Mr Mutasa, for respondent

 

             KARWI J: This is an appeal against the order of the Magistrate in the court a quo. The grounds of appeal are that the learned Magistrate in the court a quo had erred and misdirected herself in not raising meru motu the issue of jurisdiction as the claim was in excess of the jurisdiction of the Magistrates court. It was further contended in the notice of appeal that the learned Magistrate had misdirected herself by failing to appreciate that as Stand 633 Fletcher Road, Norton had been acquired from a previous marriage and had since been sold.  Appellant did not own Mitengo farm in Marondera but that the said farm was owned by Mitengo Estate  (Private) Limited Company in which appellant has shares and as such should not have been part of any award. It was also part of the appellant s grounds of appeal that the learned Magistrate had misdirected  herself by failing to take cognizance of the fact that respondent did not make contributions towards the purchase of the property in Zimre Park, Ruwa and as such should not have been subject of any award. The last ground of appeal was that the learned Magistrate had erred by awarding respondent the Honda Civic as it was solely acquired by Appellant and respondent had been paid $500 000.

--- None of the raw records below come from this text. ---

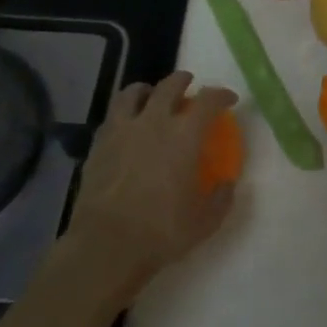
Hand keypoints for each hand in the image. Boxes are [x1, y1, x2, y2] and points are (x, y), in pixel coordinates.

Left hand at [66, 72, 238, 284]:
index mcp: (184, 136)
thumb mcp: (206, 220)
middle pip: (169, 86)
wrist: (106, 245)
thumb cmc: (162, 231)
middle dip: (182, 81)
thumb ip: (222, 197)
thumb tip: (227, 184)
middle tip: (189, 85)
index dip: (221, 95)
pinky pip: (111, 118)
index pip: (208, 100)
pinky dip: (123, 114)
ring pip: (132, 93)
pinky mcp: (98, 146)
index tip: (229, 100)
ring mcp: (121, 131)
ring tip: (150, 95)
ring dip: (146, 89)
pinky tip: (126, 126)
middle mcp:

The background of this matter is that parties had been living together without a marriage of any sort. Parties were simply cohabiting between September 1996 to March 2004. It is common cause that respondent had misled appellant into believing that she was not married when in fact she was married to one Govati Mhora. She had got married to Mr Mhora in 1993 in terms of the Marriages Act [Cap 5;11] which marriage was only dissolved on 5 November 2004. There was thus no customary union of any kind, registered or unregistered. There had not been any observance of customary procedures like the payment of lobola in a lump sum or instalments to the family of respondent by Appellant. It would appear that the two led independent lives from the other and only met at the time of their physical needs. This is confirmed by the fact that respondent actually got married to Mr Mhora in 1993 at a time during which she was cohabiting with appellant.

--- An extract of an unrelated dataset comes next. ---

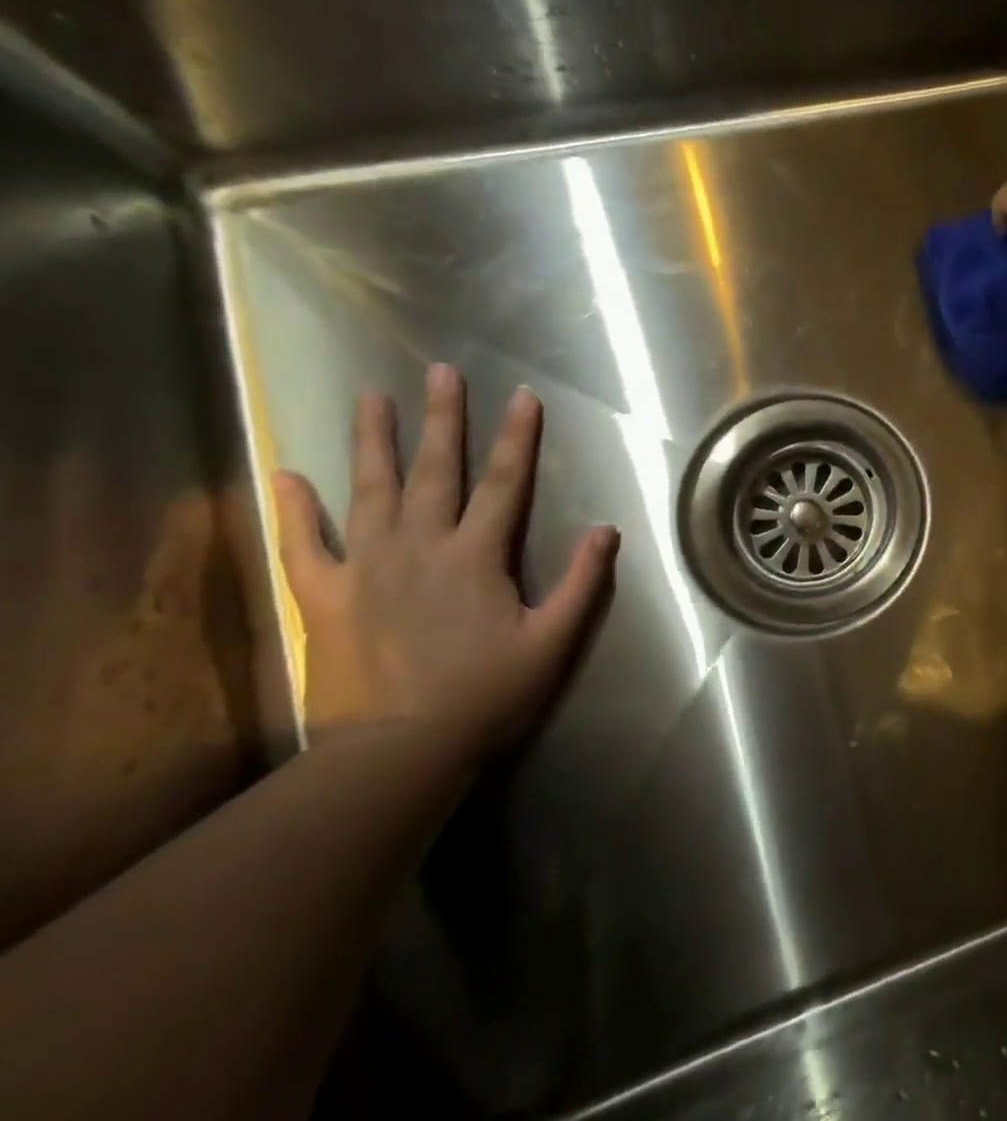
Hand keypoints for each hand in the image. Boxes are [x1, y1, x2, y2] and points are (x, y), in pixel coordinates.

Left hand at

Facts of this matter would further show that after the two parties cohabitation ended in 2004, and after respondent had refused to move out of the house they had been staying in Ruwa, Harare, appellant issued summons out of the Magistrates Court seeking an order for the distribution of their property between themselves. The two had been blessed with one minor child who had been born in April 2001.The matter was tried at the Magistrates Court after which an order was granted which order awarded parties different pieces of property. Appellant was aggrieved by the award of the Honda motor vehicle, a computer and a 35% share in Stand 5579, Zimre Park, Ruwa to respondent. He then lodged this appeal.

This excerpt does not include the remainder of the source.